Das Honor Magic9 Pro Max ist offenbar in der Geekbench-Datenbank aufgetaucht und bietet einen frühen Blick auf die Hardware, die Honors nächstes Top-Flaggschiff antreibt. Der Eintrag mit der Modellnummer WKL-AN20 erscheint nur wenige Wochen vor der erwarteten Ankündigung des Smartphones.

Was der Geekbench-Eintrag zeigt

Dem Benchmark-Eintrag zufolge wird das Magic9 Pro Max von Qualcomms Snapdragon 8 Elite Gen 6 angetrieben, wobei die Datenbank nicht angibt, welche Variante des Chips zum Einsatz kommt. Der getestete Prototyp verfügte über 16 GB RAM und lief mit Android 17, was darauf hindeutet, dass das Gerät mit dieser Version von Googles Betriebssystem ausgeliefert wird. Zusätzliche RAM-Konfigurationen dürften angeboten werden, sobald das Smartphone in den Handel kommt.
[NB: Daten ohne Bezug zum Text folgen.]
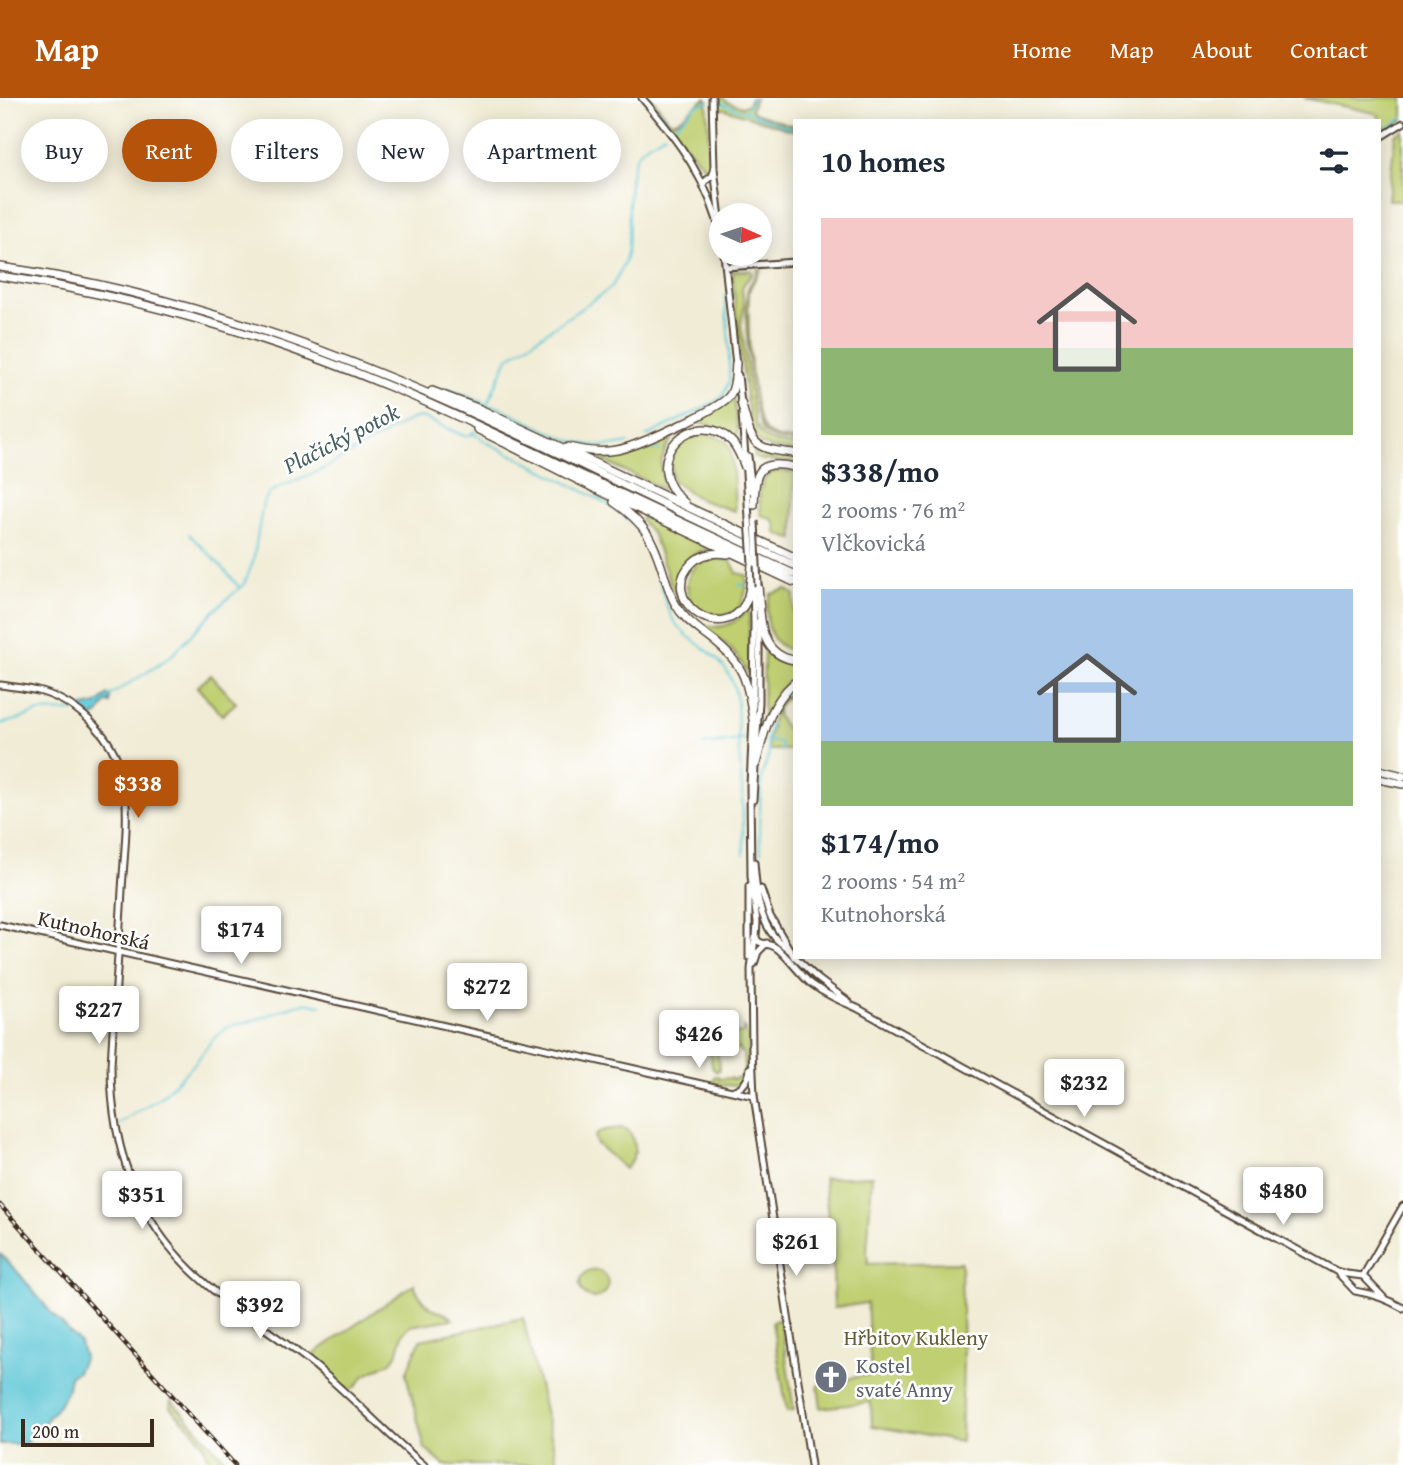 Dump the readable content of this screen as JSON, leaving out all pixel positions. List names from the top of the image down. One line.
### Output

Ein paar Einschränkungen sollte man im Hinterkopf behalten. Das Gerät, das den Test durchlief, ist ein Prototyp, daher entsprechen dessen Hardware und Software möglicherweise nicht dem fertigen Produkt. Der Benchmark wurde zudem mit Geekbench 6.7.1 statt mit dem neueren Geekbench 7 durchgeführt, und Werte aus verschiedenen Versionen sind nicht direkt vergleichbar.

Ein auf die Kamera ausgerichtetes Flaggschiff

Das Magic9 Pro Max ist als Flaggschiff der breiteren Magic9-Reihe positioniert. Sein Aushängeschild ist ein Kamerasystem in Zusammenarbeit mit ARRI, das um ambitionierte Sensoren herum aufgebaut ist. Berichte verweisen auf eine 200-MP-Hauptkamera in Kombination mit einem großen 1/1,28-Zoll-Sensor sowie eine 200-MP-Periskop-Telekamera mit einem 1/1,4-Zoll-Sensor. Ein Ultraweitwinkel-Objektiv soll das rückseitige Kameraensemble abrunden.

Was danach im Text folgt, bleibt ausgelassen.